WHAT THE TASK REQUIRES: Copy every line of the following data that includes the string "LANE".

Collected data:

***

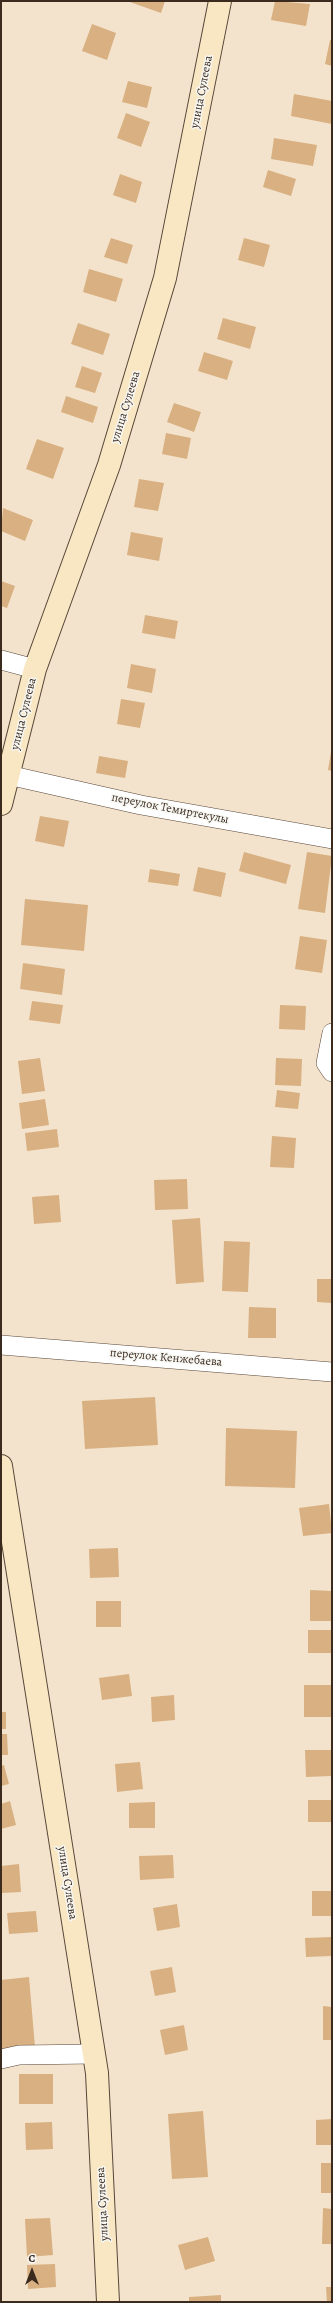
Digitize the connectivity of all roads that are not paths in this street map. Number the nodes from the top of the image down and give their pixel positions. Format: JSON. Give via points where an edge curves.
{"nodes":[{"id":1,"x":220,"y":1,"type":"edge"},
{"id":2,"x":1,"y":660,"type":"edge"},
{"id":3,"x":35,"y":669,"type":"junction"},
{"id":4,"x":8,"y":775,"type":"junction"},
{"id":5,"x":1,"y":804,"type":"edge"},
{"id":6,"x":332,"y":839,"type":"edge"},
{"id":7,"x":332,"y":1033,"type":"edge"},
{"id":8,"x":332,"y":1072,"type":"edge"},
{"id":9,"x":1,"y":1345,"type":"edge"},
{"id":10,"x":332,"y":1372,"type":"edge"},
{"id":11,"x":1,"y":1466,"type":"edge"},
{"id":12,"x":94,"y":2054,"type":"junction"},
{"id":13,"x":1,"y":2059,"type":"edge"},
{"id":14,"x":108,"y":2302,"type":"edge"}],
"edges":[{"from":1,"to":3,"type":"main road","name":"улица Сулеева","via":[[165,278],[109,465]]},
{"from":2,"to":3,"type":"street"},
{"from":3,"to":4,"type":"main road","name":"улица Сулеева"},
{"from":4,"to":5,"type":"main road","name":"улица Сулеева"},
{"from":4,"to":6,"type":"street","name":"переулок Темиртекулы","via":[[141,805]]},
{"from":7,"to":8,"type":"street","via":[[326,1063]]},
{"from":9,"to":10,"type":"street","name":"переулок Кенжебаева"},
{"from":11,"to":12,"type":"main road","name":"улица Сулеева"},
{"from":12,"to":13,"type":"street","via":[[19,2056]]},
{"from":12,"to":14,"type":"main road","name":"улица Сулеева"}]}
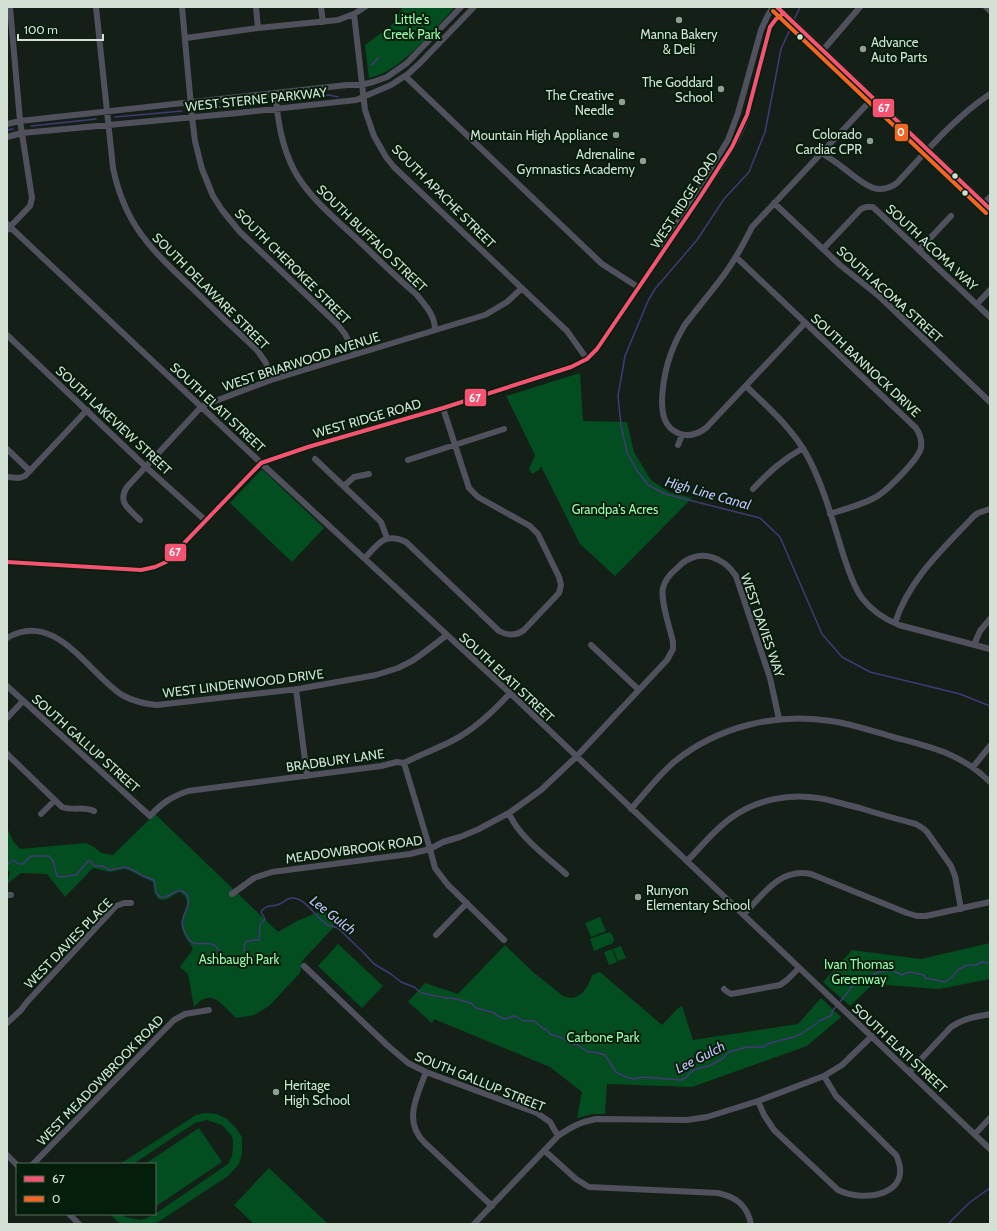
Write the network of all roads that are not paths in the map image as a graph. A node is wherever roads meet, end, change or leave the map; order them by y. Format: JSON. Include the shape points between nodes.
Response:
{"nodes":[{"id":1,"x":10,"y":7,"type":"edge"},
{"id":2,"x":96,"y":7,"type":"edge"},
{"id":3,"x":182,"y":7,"type":"edge"},
{"id":4,"x":256,"y":7,"type":"edge"},
{"id":5,"x":321,"y":7,"type":"edge"},
{"id":6,"x":365,"y":7,"type":"edge"},
{"id":7,"x":461,"y":7,"type":"edge"},
{"id":8,"x":474,"y":7,"type":"edge"},
{"id":9,"x":773,"y":7,"type":"edge"},
{"id":10,"x":777,"y":7,"type":"edge"},
{"id":11,"x":860,"y":7,"type":"edge"},
{"id":12,"x":986,"y":7,"type":"edge"},
{"id":13,"x":990,"y":10,"type":"edge"},
{"id":14,"x":784,"y":13,"type":"junction"},
{"id":15,"x":354,"y":14,"type":"junction"},
{"id":16,"x":322,"y":22,"type":"junction"},
{"id":17,"x":446,"y":22,"type":"junction"},
{"id":18,"x":258,"y":28,"type":"junction"},
{"id":19,"x":453,"y":29,"type":"junction"},
{"id":20,"x":186,"y":38,"type":"junction"},
{"id":21,"x":823,"y":50,"type":"junction"},
{"id":22,"x":405,"y":76,"type":"junction"},
{"id":23,"x":362,"y":85,"type":"junction"},
{"id":24,"x":275,"y":93,"type":"junction"},
{"id":25,"x":990,"y":94,"type":"edge"},
{"id":26,"x":364,"y":97,"type":"junction"},
{"id":27,"x":873,"y":98,"type":"junction"},
{"id":28,"x":191,"y":102,"type":"junction"},
{"id":29,"x":277,"y":108,"type":"junction"},
{"id":30,"x":107,"y":112,"type":"junction"},
{"id":31,"x":192,"y":117,"type":"junction"},
{"id":32,"x":20,"y":121,"type":"junction"},
{"id":33,"x":7,"y":124,"type":"edge"},
{"id":34,"x":108,"y":124,"type":"junction"},
{"id":35,"x":22,"y":133,"type":"junction"},
{"id":36,"x":7,"y":137,"type":"edge"},
{"id":37,"x":928,"y":150,"type":"junction"},
{"id":38,"x":822,"y":153,"type":"junction"},
{"id":39,"x":990,"y":197,"type":"edge"},
{"id":40,"x":774,"y":203,"type":"junction"},
{"id":41,"x":984,"y":203,"type":"junction"},
{"id":42,"x":990,"y":209,"type":"edge"},
{"id":43,"x":951,"y":216,"type":"dead end"},
{"id":44,"x":8,"y":227,"type":"edge"},
{"id":45,"x":823,"y":249,"type":"junction"},
{"id":46,"x":919,"y":250,"type":"junction"},
{"id":47,"x":736,"y":258,"type":"junction"},
{"id":48,"x":638,"y":287,"type":"junction"},
{"id":49,"x":522,"y":288,"type":"junction"},
{"id":50,"x":990,"y":290,"type":"edge"},
{"id":51,"x":977,"y":304,"type":"junction"},
{"id":52,"x":990,"y":317,"type":"edge"},
{"id":53,"x":805,"y":323,"type":"junction"},
{"id":54,"x":435,"y":330,"type":"junction"},
{"id":55,"x":7,"y":335,"type":"edge"},
{"id":56,"x":355,"y":354,"type":"junction"},
{"id":57,"x":587,"y":359,"type":"junction"},
{"id":58,"x":271,"y":380,"type":"junction"},
{"id":59,"x":746,"y":386,"type":"junction"},
{"id":60,"x":990,"y":402,"type":"edge"},
{"id":61,"x":202,"y":406,"type":"junction"},
{"id":62,"x":443,"y":408,"type":"junction"},
{"id":63,"x":87,"y":410,"type":"junction"},
{"id":64,"x":504,"y":429,"type":"dead end"},
{"id":65,"x":682,"y":435,"type":"junction"},
{"id":66,"x":455,"y":444,"type":"junction"},
{"id":67,"x":678,"y":445,"type":"dead end"},
{"id":68,"x":803,"y":448,"type":"junction"},
{"id":69,"x":7,"y":449,"type":"edge"},
{"id":70,"x":315,"y":459,"type":"dead end"},
{"id":71,"x":408,"y":460,"type":"dead end"},
{"id":72,"x":261,"y":463,"type":"junction"},
{"id":73,"x":146,"y":467,"type":"junction"},
{"id":74,"x":30,"y":471,"type":"junction"},
{"id":75,"x":368,"y":474,"type":"dead end"},
{"id":76,"x":7,"y":477,"type":"edge"},
{"id":77,"x":344,"y":486,"type":"junction"},
{"id":78,"x":753,"y":489,"type":"dead end"},
{"id":79,"x":990,"y":509,"type":"edge"},
{"id":80,"x":830,"y":514,"type":"junction"},
{"id":81,"x":140,"y":520,"type":"dead end"},
{"id":82,"x":206,"y":521,"type":"junction"},
{"id":83,"x":387,"y":538,"type":"junction"},
{"id":84,"x":365,"y":558,"type":"junction"},
{"id":85,"x":7,"y":562,"type":"edge"},
{"id":86,"x":990,"y":619,"type":"edge"},
{"id":87,"x":895,"y":623,"type":"junction"},
{"id":88,"x":447,"y":635,"type":"junction"},
{"id":89,"x":7,"y":638,"type":"edge"},
{"id":90,"x":591,"y":645,"type":"dead end"},
{"id":91,"x":974,"y":645,"type":"junction"},
{"id":92,"x":990,"y":649,"type":"edge"},
{"id":93,"x":7,"y":686,"type":"edge"},
{"id":94,"x":296,"y":689,"type":"junction"},
{"id":95,"x":639,"y":690,"type":"junction"},
{"id":96,"x":510,"y":693,"type":"junction"},
{"id":97,"x":23,"y":701,"type":"junction"},
{"id":98,"x":7,"y":718,"type":"edge"},
{"id":99,"x":779,"y":719,"type":"junction"},
{"id":100,"x":990,"y":746,"type":"edge"},
{"id":101,"x":7,"y":754,"type":"edge"},
{"id":102,"x":576,"y":757,"type":"junction"},
{"id":103,"x":404,"y":763,"type":"junction"},
{"id":104,"x":973,"y":767,"type":"junction"},
{"id":105,"x":307,"y":776,"type":"junction"},
{"id":106,"x":990,"y":782,"type":"edge"},
{"id":107,"x":54,"y":801,"type":"junction"},
{"id":108,"x":631,"y":809,"type":"junction"},
{"id":109,"x":94,"y":811,"type":"dead end"},
{"id":110,"x":509,"y":813,"type":"junction"},
{"id":111,"x":41,"y":814,"type":"dead end"},
{"id":112,"x":150,"y":816,"type":"joint"},
{"id":113,"x":430,"y":849,"type":"junction"},
{"id":114,"x":687,"y":861,"type":"junction"},
{"id":115,"x":566,"y":874,"type":"dead end"},
{"id":116,"x":232,"y":894,"type":"dead end"},
{"id":117,"x":131,"y":902,"type":"dead end"},
{"id":118,"x":990,"y":902,"type":"edge"},
{"id":119,"x":467,"y":903,"type":"junction"},
{"id":120,"x":961,"y":908,"type":"junction"},
{"id":121,"x":744,"y":914,"type":"junction"},
{"id":122,"x":436,"y":935,"type":"dead end"},
{"id":123,"x":504,"y":940,"type":"dead end"},
{"id":124,"x":304,"y":966,"type":"dead end"},
{"id":125,"x":799,"y":968,"type":"junction"},
{"id":126,"x":724,"y":988,"type":"dead end"},
{"id":127,"x":209,"y":1010,"type":"dead end"},
{"id":128,"x":990,"y":1014,"type":"edge"},
{"id":129,"x":7,"y":1023,"type":"edge"},
{"id":130,"x":872,"y":1036,"type":"junction"},
{"id":131,"x":426,"y":1072,"type":"junction"},
{"id":132,"x":909,"y":1072,"type":"junction"},
{"id":133,"x":824,"y":1076,"type":"junction"},
{"id":134,"x":758,"y":1101,"type":"junction"},
{"id":135,"x":990,"y":1118,"type":"edge"},
{"id":136,"x":974,"y":1134,"type":"junction"},
{"id":137,"x":558,"y":1136,"type":"junction"},
{"id":138,"x":990,"y":1149,"type":"edge"},
{"id":139,"x":545,"y":1150,"type":"junction"},
{"id":140,"x":7,"y":1155,"type":"edge"},
{"id":141,"x":34,"y":1163,"type":"edge"},
{"id":142,"x":16,"y":1164,"type":"edge"},
{"id":143,"x":492,"y":1206,"type":"junction"},
{"id":144,"x":70,"y":1215,"type":"edge"},
{"id":145,"x":79,"y":1224,"type":"edge"},
{"id":146,"x":474,"y":1224,"type":"edge"},
{"id":147,"x":751,"y":1224,"type":"edge"}],
"edges":[{"from":1,"to":32,"type":"street"},
{"from":2,"to":30,"type":"street","name":"SOUTH DELAWARE STREET"},
{"from":3,"to":20,"type":"street","name":"SOUTH CHEROKEE STREET"},
{"from":4,"to":18,"type":"street"},
{"from":5,"to":16,"type":"street"},
{"from":6,"to":15,"type":"street"},
{"from":7,"to":17,"type":"street","name":"WEST STERNE PARKWAY"},
{"from":8,"to":19,"type":"street","name":"WEST STERNE PARKWAY"},
{"from":9,"to":48,"type":"street","name":"WEST RIDGE ROAD","via":[[761,30],[728,140]]},
{"from":10,"to":14,"type":"main road"},
{"from":11,"to":21,"type":"street"},
{"from":12,"to":13,"type":"street"},
{"from":14,"to":21,"type":"main road"},
{"from":14,"to":48,"type":"street","name":"WEST RIDGE ROAD","via":[[768,31],[743,127],[735,143]]},
{"from":15,"to":16,"type":"street"},
{"from":15,"to":23,"type":"street","name":"SOUTH APACHE STREET"},
{"from":16,"to":18,"type":"street"},
{"from":17,"to":19,"type":"street"},
{"from":17,"to":23,"type":"street","name":"WEST STERNE PARKWAY","via":[[407,64],[387,77]]},
{"from":18,"to":20,"type":"street"},
{"from":19,"to":22,"type":"street","name":"WEST STERNE PARKWAY"},
{"from":20,"to":28,"type":"street","name":"SOUTH CHEROKEE STREET"},
{"from":21,"to":27,"type":"main road"},
{"from":22,"to":26,"type":"street","name":"WEST STERNE PARKWAY"},
{"from":22,"to":48,"type":"street","via":[[602,264]]},
{"from":23,"to":24,"type":"street","name":"WEST STERNE PARKWAY"},
{"from":23,"to":26,"type":"street","name":"SOUTH APACHE STREET"},
{"from":24,"to":28,"type":"street","name":"WEST STERNE PARKWAY"},
{"from":24,"to":29,"type":"street","name":"SOUTH BUFFALO STREET"},
{"from":25,"to":37,"type":"street","via":[[957,120]]},
{"from":26,"to":29,"type":"street","name":"WEST STERNE PARKWAY"},
{"from":26,"to":49,"type":"street","name":"SOUTH APACHE STREET","via":[[368,122],[386,157]]},
{"from":27,"to":37,"type":"main road"},
{"from":27,"to":38,"type":"street"},
{"from":28,"to":30,"type":"street","name":"WEST STERNE PARKWAY"},
{"from":28,"to":31,"type":"street","name":"SOUTH CHEROKEE STREET"},
{"from":29,"to":31,"type":"street","name":"WEST STERNE PARKWAY"},
{"from":29,"to":54,"type":"street","name":"SOUTH BUFFALO STREET","via":[[283,142],[294,169],[305,186],[320,204],[416,294],[431,313]]},
{"from":30,"to":32,"type":"street","name":"WEST STERNE PARKWAY"},
{"from":30,"to":34,"type":"street","name":"SOUTH DELAWARE STREET"},
{"from":31,"to":34,"type":"street","name":"WEST STERNE PARKWAY"},
{"from":31,"to":56,"type":"street","name":"SOUTH CHEROKEE STREET","via":[[202,169],[222,210],[240,232],[337,324]]},
{"from":32,"to":33,"type":"street","name":"WEST STERNE PARKWAY"},
{"from":32,"to":35,"type":"street"},
{"from":34,"to":35,"type":"street","name":"WEST STERNE PARKWAY"},
{"from":34,"to":58,"type":"street","name":"SOUTH DELAWARE STREET","via":[[115,179],[125,208],[136,228],[157,255],[257,350],[266,363]]},
{"from":35,"to":36,"type":"street","name":"WEST STERNE PARKWAY"},
{"from":35,"to":44,"type":"street","via":[[32,198],[30,206]]},
{"from":37,"to":38,"type":"street","via":[[893,186],[883,189],[867,186]]},
{"from":37,"to":41,"type":"main road"},
{"from":38,"to":40,"type":"street"},
{"from":39,"to":41,"type":"street"},
{"from":40,"to":45,"type":"street","name":"SOUTH ACOMA STREET"},
{"from":40,"to":47,"type":"street","via":[[752,227]]},
{"from":41,"to":42,"type":"main road"},
{"from":43,"to":46,"type":"street"},
{"from":44,"to":61,"type":"street","name":"SOUTH ELATI STREET"},
{"from":45,"to":46,"type":"street","name":"SOUTH ACOMA WAY","via":[[861,208],[870,206]]},
{"from":45,"to":60,"type":"street","name":"SOUTH ACOMA STREET","via":[[880,297]]},
{"from":46,"to":51,"type":"street","name":"SOUTH ACOMA WAY"},
{"from":47,"to":53,"type":"street","name":"SOUTH BANNOCK DRIVE"},
{"from":47,"to":65,"type":"street","via":[[684,327],[668,362],[662,392],[663,418],[669,427]]},
{"from":48,"to":57,"type":"street","name":"WEST RIDGE ROAD","via":[[597,349]]},
{"from":49,"to":54,"type":"street","name":"WEST BRIARWOOD AVENUE","via":[[507,302],[485,315]]},
{"from":49,"to":57,"type":"street","name":"SOUTH APACHE STREET","via":[[567,331]]},
{"from":50,"to":51,"type":"street"},
{"from":51,"to":52,"type":"street","name":"SOUTH ACOMA WAY"},
{"from":53,"to":59,"type":"street"},
{"from":53,"to":80,"type":"street","name":"SOUTH BANNOCK DRIVE","via":[[916,428],[921,438],[918,454],[887,489],[870,500]]},
{"from":54,"to":56,"type":"street","name":"WEST BRIARWOOD AVENUE"},
{"from":55,"to":63,"type":"street","name":"SOUTH LAKEVIEW STREET"},
{"from":56,"to":58,"type":"street","name":"WEST BRIARWOOD AVENUE"},
{"from":57,"to":62,"type":"street","name":"WEST RIDGE ROAD","via":[[571,367]]},
{"from":58,"to":61,"type":"street","name":"WEST BRIARWOOD AVENUE"},
{"from":59,"to":65,"type":"street","via":[[706,428],[695,434]]},
{"from":59,"to":68,"type":"street","via":[[786,426]]},
{"from":61,"to":72,"type":"street","name":"SOUTH ELATI STREET"},
{"from":61,"to":73,"type":"street","name":"WEST BRIARWOOD AVENUE"},
{"from":62,"to":66,"type":"street"},
{"from":62,"to":72,"type":"street","name":"WEST RIDGE ROAD"},
{"from":63,"to":73,"type":"street","name":"SOUTH LAKEVIEW STREET"},
{"from":63,"to":74,"type":"street"},
{"from":64,"to":66,"type":"street"},
{"from":65,"to":67,"type":"street"},
{"from":66,"to":71,"type":"street"},
{"from":66,"to":83,"type":"street","via":[[472,492],[530,526],[538,534],[561,582],[556,597],[522,632],[506,634],[406,542]]},
{"from":68,"to":78,"type":"street","via":[[776,466]]},
{"from":68,"to":80,"type":"street"},
{"from":69,"to":74,"type":"street"},
{"from":70,"to":77,"type":"street"},
{"from":72,"to":82,"type":"street","name":"WEST RIDGE ROAD"},
{"from":72,"to":84,"type":"street","name":"SOUTH ELATI STREET"},
{"from":73,"to":81,"type":"street","name":"WEST BRIARWOOD AVENUE","via":[[123,493],[125,504]]},
{"from":73,"to":82,"type":"street","name":"SOUTH LAKEVIEW STREET"},
{"from":74,"to":76,"type":"street","via":[[23,477]]},
{"from":75,"to":77,"type":"street","via":[[350,480]]},
{"from":77,"to":83,"type":"street","via":[[381,522]]},
{"from":79,"to":87,"type":"street","via":[[974,516],[926,568],[911,588]]},
{"from":80,"to":87,"type":"street","via":[[858,592],[876,613]]},
{"from":82,"to":85,"type":"street","name":"WEST RIDGE ROAD","via":[[166,562],[141,570]]},
{"from":83,"to":84,"type":"street"},
{"from":84,"to":88,"type":"street","name":"SOUTH ELATI STREET"},
{"from":86,"to":91,"type":"street","via":[[980,631]]},
{"from":87,"to":91,"type":"street"},
{"from":88,"to":94,"type":"street","name":"WEST LINDENWOOD DRIVE","via":[[412,661],[391,670]]},
{"from":88,"to":96,"type":"street","name":"SOUTH ELATI STREET"},
{"from":89,"to":94,"type":"street","name":"WEST LINDENWOOD DRIVE","via":[[27,631],[42,632],[56,637],[117,691],[146,704],[172,704]]},
{"from":90,"to":95,"type":"street"},
{"from":91,"to":92,"type":"street"},
{"from":93,"to":97,"type":"street","name":"SOUTH GALLUP STREET"},
{"from":94,"to":105,"type":"street"},
{"from":95,"to":99,"type":"street","name":"WEST DAVIES WAY","via":[[667,660],[673,649],[663,599],[665,582],[670,574],[686,561],[709,556],[728,565],[736,576],[770,678]]},
{"from":95,"to":102,"type":"street","name":"WEST DAVIES WAY"},
{"from":96,"to":102,"type":"street","name":"SOUTH ELATI STREET"},
{"from":96,"to":103,"type":"street","name":"BRADBURY LANE","via":[[493,711],[465,733]]},
{"from":97,"to":98,"type":"street"},
{"from":97,"to":112,"type":"street","name":"SOUTH GALLUP STREET"},
{"from":99,"to":104,"type":"street","via":[[810,718],[844,723],[938,749]]},
{"from":99,"to":108,"type":"street","via":[[735,729],[694,748],[662,774]]},
{"from":100,"to":104,"type":"street"},
{"from":101,"to":107,"type":"street"},
{"from":102,"to":108,"type":"street","name":"SOUTH ELATI STREET"},
{"from":102,"to":110,"type":"street","name":"MEADOWBROOK ROAD","via":[[541,790]]},
{"from":103,"to":105,"type":"street","name":"BRADBURY LANE"},
{"from":103,"to":113,"type":"street"},
{"from":104,"to":106,"type":"street"},
{"from":105,"to":112,"type":"street","name":"BRADBURY LANE","via":[[188,791],[172,797]]},
{"from":107,"to":109,"type":"street","via":[[66,809],[87,808]]},
{"from":107,"to":111,"type":"street"},
{"from":108,"to":114,"type":"street","name":"SOUTH ELATI STREET"},
{"from":110,"to":113,"type":"street","name":"MEADOWBROOK ROAD","via":[[479,829]]},
{"from":110,"to":115,"type":"street","via":[[523,835]]},
{"from":113,"to":116,"type":"street","name":"MEADOWBROOK ROAD","via":[[410,854],[272,872],[254,878]]},
{"from":113,"to":119,"type":"street","via":[[435,868]]},
{"from":114,"to":120,"type":"street","via":[[720,827],[753,806],[787,797],[818,798],[916,824],[924,829],[953,871]]},
{"from":114,"to":121,"type":"street","name":"SOUTH ELATI STREET"},
{"from":117,"to":129,"type":"street","name":"WEST DAVIES PLACE","via":[[116,906]]},
{"from":118,"to":120,"type":"street"},
{"from":119,"to":122,"type":"street"},
{"from":119,"to":123,"type":"street"},
{"from":120,"to":121,"type":"street","via":[[917,916],[811,874],[799,873],[778,880]]},
{"from":121,"to":125,"type":"street","name":"SOUTH ELATI STREET"},
{"from":124,"to":131,"type":"street","name":"SOUTH GALLUP STREET","via":[[403,1060]]},
{"from":125,"to":126,"type":"street","via":[[784,983],[775,986],[731,994]]},
{"from":125,"to":130,"type":"street","name":"SOUTH ELATI STREET"},
{"from":127,"to":141,"type":"street","name":"WEST MEADOWBROOK ROAD","via":[[185,1014],[174,1020]]},
{"from":128,"to":132,"type":"street","via":[[964,1019],[951,1027]]},
{"from":130,"to":132,"type":"street","name":"SOUTH ELATI STREET"},
{"from":130,"to":133,"type":"street","via":[[842,1065]]},
{"from":131,"to":137,"type":"street","name":"SOUTH GALLUP STREET","via":[[537,1113],[550,1122]]},
{"from":131,"to":143,"type":"street","via":[[414,1104],[413,1122],[416,1132]]},
{"from":132,"to":136,"type":"street","name":"SOUTH ELATI STREET"},
{"from":133,"to":134,"type":"street"},
{"from":133,"to":134,"type":"street","via":[[836,1096],[896,1155],[900,1176],[888,1191],[876,1195],[854,1195],[838,1190],[774,1130]]},
{"from":134,"to":137,"type":"street","via":[[699,1119],[584,1121]]},
{"from":135,"to":136,"type":"street"},
{"from":136,"to":138,"type":"street","name":"SOUTH ELATI STREET"},
{"from":137,"to":139,"type":"street"},
{"from":139,"to":143,"type":"street"},
{"from":139,"to":147,"type":"street","via":[[576,1179],[589,1187],[718,1192],[735,1198],[743,1206]]},
{"from":140,"to":142,"type":"street"},
{"from":143,"to":146,"type":"street"},
{"from":144,"to":145,"type":"street"}]}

***

WRITTEN RESPONSE:
{"from":96,"to":103,"type":"street","name":"BRADBURY LANE","via":[[493,711],[465,733]]},
{"from":103,"to":105,"type":"street","name":"BRADBURY LANE"},
{"from":105,"to":112,"type":"street","name":"BRADBURY LANE","via":[[188,791],[172,797]]},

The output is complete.